Stored items:
§ §

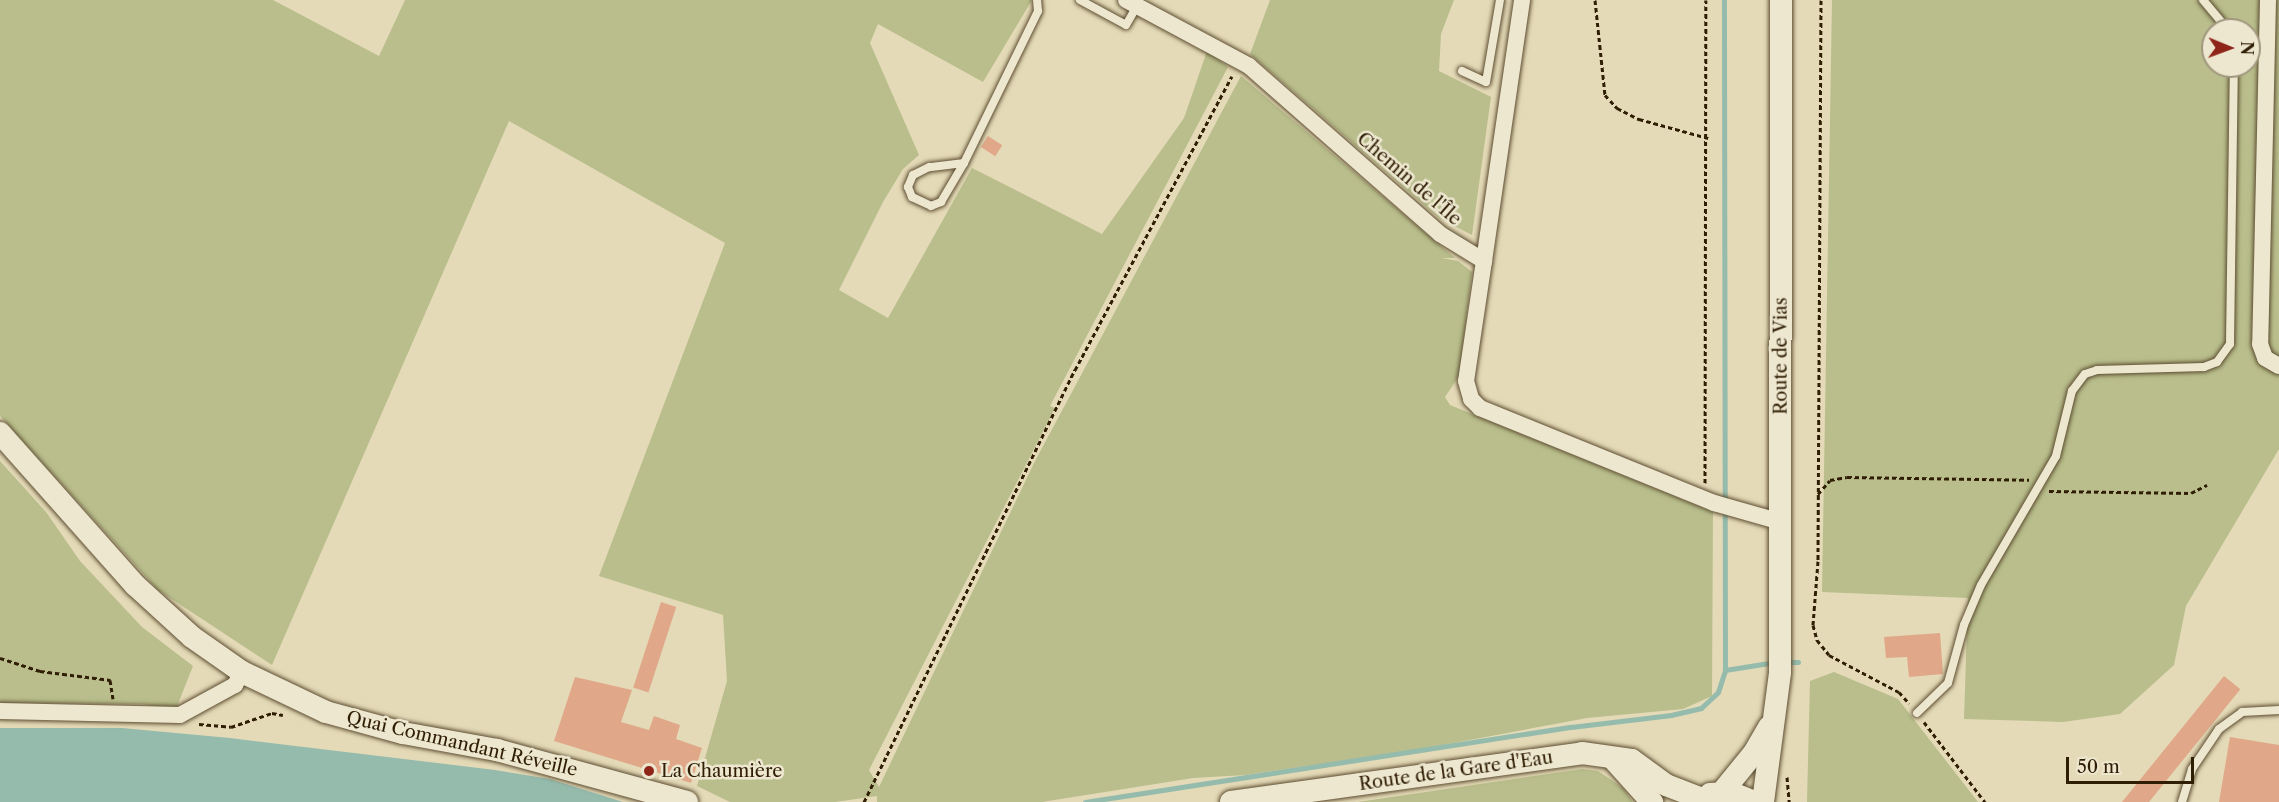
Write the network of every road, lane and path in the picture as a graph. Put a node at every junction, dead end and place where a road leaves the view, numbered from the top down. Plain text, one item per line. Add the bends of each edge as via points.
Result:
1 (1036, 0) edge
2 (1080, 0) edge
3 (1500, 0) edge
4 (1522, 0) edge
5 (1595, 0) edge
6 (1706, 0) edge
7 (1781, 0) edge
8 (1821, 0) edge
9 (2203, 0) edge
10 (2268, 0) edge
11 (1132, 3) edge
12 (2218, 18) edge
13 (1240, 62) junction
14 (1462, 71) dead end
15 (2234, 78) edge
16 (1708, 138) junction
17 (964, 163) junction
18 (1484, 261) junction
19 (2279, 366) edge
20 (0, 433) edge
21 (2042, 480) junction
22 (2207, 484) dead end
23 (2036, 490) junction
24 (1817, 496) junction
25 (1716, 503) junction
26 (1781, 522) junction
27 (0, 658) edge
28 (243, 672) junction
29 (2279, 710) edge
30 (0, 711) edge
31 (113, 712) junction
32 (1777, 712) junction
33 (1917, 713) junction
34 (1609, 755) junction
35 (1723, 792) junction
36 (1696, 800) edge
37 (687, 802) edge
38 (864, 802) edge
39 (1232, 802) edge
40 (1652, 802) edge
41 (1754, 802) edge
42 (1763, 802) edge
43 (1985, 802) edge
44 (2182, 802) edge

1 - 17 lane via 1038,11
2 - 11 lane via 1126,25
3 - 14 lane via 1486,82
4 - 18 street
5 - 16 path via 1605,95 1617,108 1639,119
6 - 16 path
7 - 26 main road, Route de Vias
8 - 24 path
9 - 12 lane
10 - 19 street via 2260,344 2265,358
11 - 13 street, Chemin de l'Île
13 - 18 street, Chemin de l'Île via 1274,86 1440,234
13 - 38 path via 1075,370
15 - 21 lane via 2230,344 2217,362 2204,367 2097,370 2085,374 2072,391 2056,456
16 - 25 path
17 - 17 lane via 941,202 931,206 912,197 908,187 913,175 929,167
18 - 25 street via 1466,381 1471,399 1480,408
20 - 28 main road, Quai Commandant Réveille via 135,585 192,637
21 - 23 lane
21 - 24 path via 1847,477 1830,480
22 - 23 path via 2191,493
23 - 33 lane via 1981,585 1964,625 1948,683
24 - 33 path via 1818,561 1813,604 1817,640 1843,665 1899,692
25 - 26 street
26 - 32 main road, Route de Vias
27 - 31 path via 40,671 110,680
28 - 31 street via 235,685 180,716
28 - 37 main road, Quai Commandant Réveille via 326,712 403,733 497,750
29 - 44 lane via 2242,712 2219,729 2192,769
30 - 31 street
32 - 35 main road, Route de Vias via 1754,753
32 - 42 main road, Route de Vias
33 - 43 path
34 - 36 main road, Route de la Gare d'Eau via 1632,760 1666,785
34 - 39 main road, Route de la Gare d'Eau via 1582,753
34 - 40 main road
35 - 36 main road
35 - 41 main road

§ §

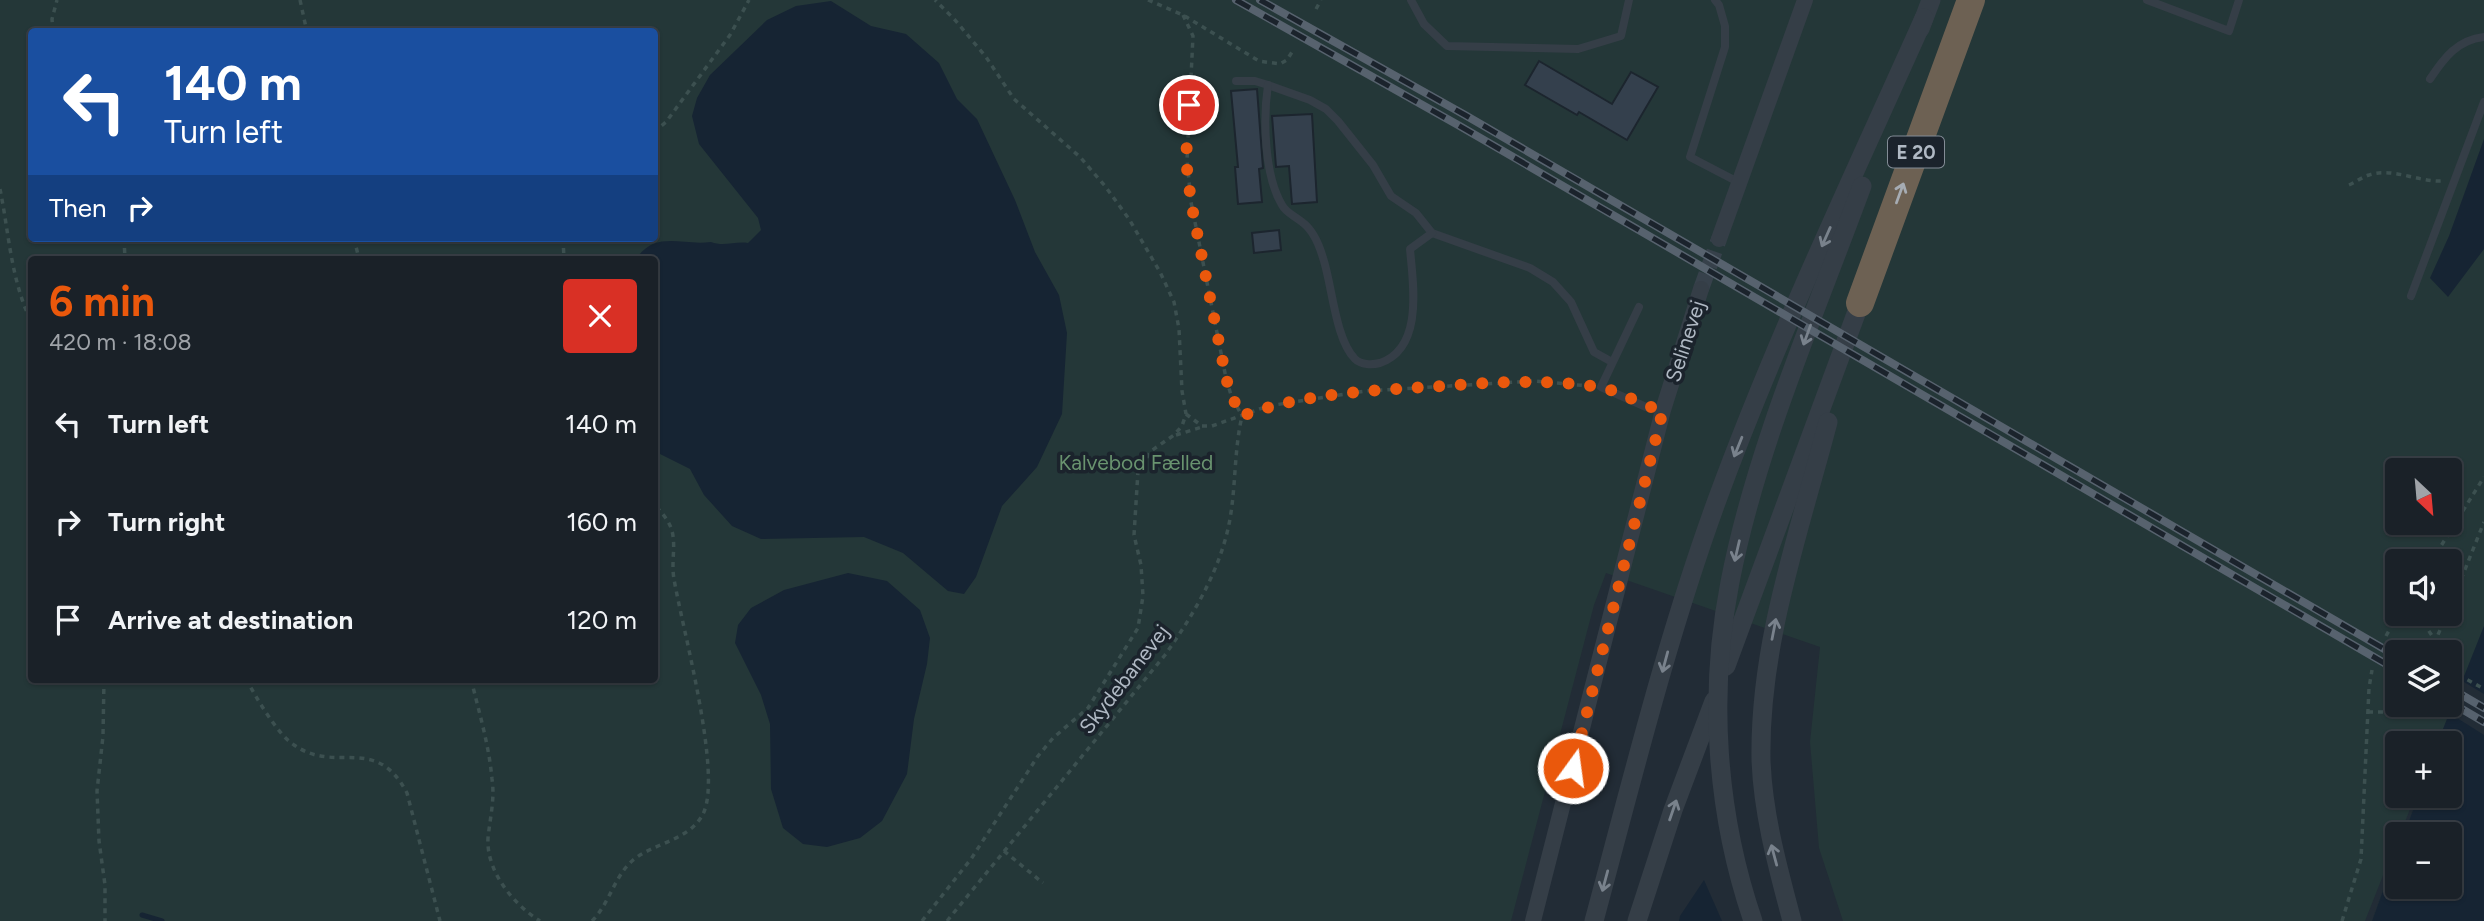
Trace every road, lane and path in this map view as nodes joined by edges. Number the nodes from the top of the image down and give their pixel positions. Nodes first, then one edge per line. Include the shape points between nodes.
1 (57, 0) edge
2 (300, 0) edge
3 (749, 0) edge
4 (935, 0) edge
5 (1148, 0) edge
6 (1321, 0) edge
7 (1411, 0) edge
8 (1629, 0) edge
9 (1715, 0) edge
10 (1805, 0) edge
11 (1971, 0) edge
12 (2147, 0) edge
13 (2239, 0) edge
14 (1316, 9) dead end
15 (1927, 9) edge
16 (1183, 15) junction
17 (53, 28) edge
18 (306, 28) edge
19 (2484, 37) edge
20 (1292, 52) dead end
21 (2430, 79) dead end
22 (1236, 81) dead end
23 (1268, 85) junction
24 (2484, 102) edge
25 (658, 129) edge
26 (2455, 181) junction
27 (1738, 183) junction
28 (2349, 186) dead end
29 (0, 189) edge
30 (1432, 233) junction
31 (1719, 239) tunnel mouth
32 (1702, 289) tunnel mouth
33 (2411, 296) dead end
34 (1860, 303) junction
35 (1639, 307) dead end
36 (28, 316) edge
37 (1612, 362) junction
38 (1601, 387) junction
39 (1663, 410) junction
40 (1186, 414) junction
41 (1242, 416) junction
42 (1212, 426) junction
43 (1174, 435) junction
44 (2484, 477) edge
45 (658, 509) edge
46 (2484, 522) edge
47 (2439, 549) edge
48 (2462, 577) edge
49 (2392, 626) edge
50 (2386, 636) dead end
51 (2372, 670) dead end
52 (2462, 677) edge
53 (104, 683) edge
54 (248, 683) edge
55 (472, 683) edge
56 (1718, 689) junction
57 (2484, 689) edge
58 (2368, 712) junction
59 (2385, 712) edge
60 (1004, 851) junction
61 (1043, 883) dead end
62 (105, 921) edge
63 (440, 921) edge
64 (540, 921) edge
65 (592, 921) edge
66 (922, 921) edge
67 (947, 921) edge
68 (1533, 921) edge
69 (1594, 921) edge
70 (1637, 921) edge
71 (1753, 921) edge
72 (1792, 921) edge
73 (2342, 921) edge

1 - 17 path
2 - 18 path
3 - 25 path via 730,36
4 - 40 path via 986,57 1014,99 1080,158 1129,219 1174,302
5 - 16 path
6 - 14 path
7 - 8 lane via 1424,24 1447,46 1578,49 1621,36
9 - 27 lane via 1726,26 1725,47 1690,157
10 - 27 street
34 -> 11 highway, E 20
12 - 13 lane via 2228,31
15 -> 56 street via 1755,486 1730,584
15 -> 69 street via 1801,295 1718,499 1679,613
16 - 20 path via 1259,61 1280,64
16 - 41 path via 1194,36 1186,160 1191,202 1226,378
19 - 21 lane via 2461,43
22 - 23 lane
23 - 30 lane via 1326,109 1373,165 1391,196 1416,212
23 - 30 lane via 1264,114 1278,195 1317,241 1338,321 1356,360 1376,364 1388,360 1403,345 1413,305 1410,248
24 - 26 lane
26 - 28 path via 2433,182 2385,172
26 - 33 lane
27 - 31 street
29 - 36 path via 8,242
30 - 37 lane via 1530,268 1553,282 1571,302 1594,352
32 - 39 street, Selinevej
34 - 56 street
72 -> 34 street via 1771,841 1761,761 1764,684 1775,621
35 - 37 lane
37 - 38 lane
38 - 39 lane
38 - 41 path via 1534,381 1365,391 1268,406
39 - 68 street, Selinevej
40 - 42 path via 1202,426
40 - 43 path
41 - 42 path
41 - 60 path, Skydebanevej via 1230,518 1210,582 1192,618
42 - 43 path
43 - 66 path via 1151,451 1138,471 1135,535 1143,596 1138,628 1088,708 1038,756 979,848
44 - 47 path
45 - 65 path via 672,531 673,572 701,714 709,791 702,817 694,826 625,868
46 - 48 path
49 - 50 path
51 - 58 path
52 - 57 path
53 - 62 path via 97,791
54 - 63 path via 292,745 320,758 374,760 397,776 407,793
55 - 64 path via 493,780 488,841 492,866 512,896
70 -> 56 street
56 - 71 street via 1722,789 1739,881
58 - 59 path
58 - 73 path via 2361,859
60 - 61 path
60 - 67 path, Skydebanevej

§ §

Task to carry out: From the records above, copy each line where the word "Selinevej" can be found.

Written response:
32 - 39 street, Selinevej
39 - 68 street, Selinevej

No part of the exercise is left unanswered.